The student loan industry rakes in $85 billion a year, and a significant sum of that is in government subsidy and tax considerations. Proponents argue that student loans increase the number of students who can attend school, but critics worry that excess profits raise tuition and leave graduates with heavy student loan debts.
I’m pretty convinced that the effect of federally backed and regulated student loans over the decades has managed to get more students into college, while at the same time creating an unsustainable cost of tuition that threatens to keep students from attending in high numbers in the future. The resources are available for undergraduates, but there is little assistance for the graduate students and Ph.D. candidates who would be needed to keep up with that ever-growing undergraduate population.
I’ve done some political analysis for the student loan industry so I’ve been following the most recent legislation that will slash lender subsidies and put limits on how schools are allowed to market for loan companies. I don’t think many lenders or universities will be subject to criminal or civil liability, so long as they quickly come to compliance with the new laws. These laws would require colleges to have at least three lenders on any preferred loan list and it will cap interest rates on subsidized loans, but conflicts of interest between schools and banks will still exist. If anything, the law just adds government interests into this cozy, corrupt arrangement.
The real effect of the Student Loan Sunshine Act is the limit on subsidized loans: with student loan interest rates falling to 3.4% in a general economic climate of inflation, there is no incentive for banks to pursue sales without government subsidy. With subsidies slashed in the same bill, no profitability will exist in the subsidized loan business and the government will be forced to take on more direct loans. The banks will focus even more on selling private loans with uncapped interest rates, more lenders will find their way into the schools’ preferred lender lists, and more students will likely be subject to high pressure sales, commercials, and other advertising for expensive loans. Student loan companies will diversify to focus on student credit cards, cash advances, and other loan vehicles that carry traditionally higher interest rates.

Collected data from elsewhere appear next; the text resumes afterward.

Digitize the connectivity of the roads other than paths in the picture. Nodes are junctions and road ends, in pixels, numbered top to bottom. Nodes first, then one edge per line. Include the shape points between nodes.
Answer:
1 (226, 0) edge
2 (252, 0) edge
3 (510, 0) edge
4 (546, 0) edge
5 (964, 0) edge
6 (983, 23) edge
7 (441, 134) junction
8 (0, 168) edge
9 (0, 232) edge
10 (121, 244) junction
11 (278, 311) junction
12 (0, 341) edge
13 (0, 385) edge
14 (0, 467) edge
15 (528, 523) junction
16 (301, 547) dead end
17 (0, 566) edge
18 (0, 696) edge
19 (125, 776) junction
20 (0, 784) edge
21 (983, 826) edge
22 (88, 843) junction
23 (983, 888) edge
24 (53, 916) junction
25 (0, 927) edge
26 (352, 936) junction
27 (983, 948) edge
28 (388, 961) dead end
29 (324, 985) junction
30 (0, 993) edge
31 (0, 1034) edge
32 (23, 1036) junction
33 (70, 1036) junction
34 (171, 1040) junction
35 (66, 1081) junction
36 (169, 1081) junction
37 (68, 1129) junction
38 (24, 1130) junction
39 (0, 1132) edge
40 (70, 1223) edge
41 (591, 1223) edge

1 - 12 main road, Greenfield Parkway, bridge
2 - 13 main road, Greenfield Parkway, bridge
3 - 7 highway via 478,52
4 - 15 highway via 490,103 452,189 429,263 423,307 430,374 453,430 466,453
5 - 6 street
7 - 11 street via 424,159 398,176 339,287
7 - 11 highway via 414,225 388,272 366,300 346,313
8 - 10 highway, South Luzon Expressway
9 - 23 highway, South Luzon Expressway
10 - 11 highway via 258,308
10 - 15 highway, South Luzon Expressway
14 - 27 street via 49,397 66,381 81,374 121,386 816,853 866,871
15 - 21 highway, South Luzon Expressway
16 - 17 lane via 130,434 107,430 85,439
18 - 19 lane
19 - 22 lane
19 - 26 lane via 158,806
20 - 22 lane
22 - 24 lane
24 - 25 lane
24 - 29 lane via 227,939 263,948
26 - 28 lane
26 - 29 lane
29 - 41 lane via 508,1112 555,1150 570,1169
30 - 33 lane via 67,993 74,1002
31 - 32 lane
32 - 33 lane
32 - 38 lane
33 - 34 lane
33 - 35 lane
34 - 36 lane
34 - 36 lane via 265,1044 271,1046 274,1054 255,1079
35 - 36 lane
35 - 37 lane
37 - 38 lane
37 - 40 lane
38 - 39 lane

Even as I was looking for good resources that expanded on this topic, I had a hard time finding recent links that weren’t blatant advertisements designed to drive sales to private student loans! I see Google has even chosen to install some on this site since I’m writing about it.
Official interest rates are down, but there’s still a “credit crunch” in effect so the rates on loans are holding steady or even rising. Students are riskier than most mortgages, because not everyone will get through school and not everyone will find a job that pays for maxed out loans or a premium education that isn’t aided by scholarships and grants. A lot of students see a huge credit limit and suddenly think they can afford $50,000 a year without taking a job or securing additional financial aid – this is a bad plan because it typically ends up with bankruptcy!
Demand for a college education is constantly rising – and the cost of a college education is going up even faster than that.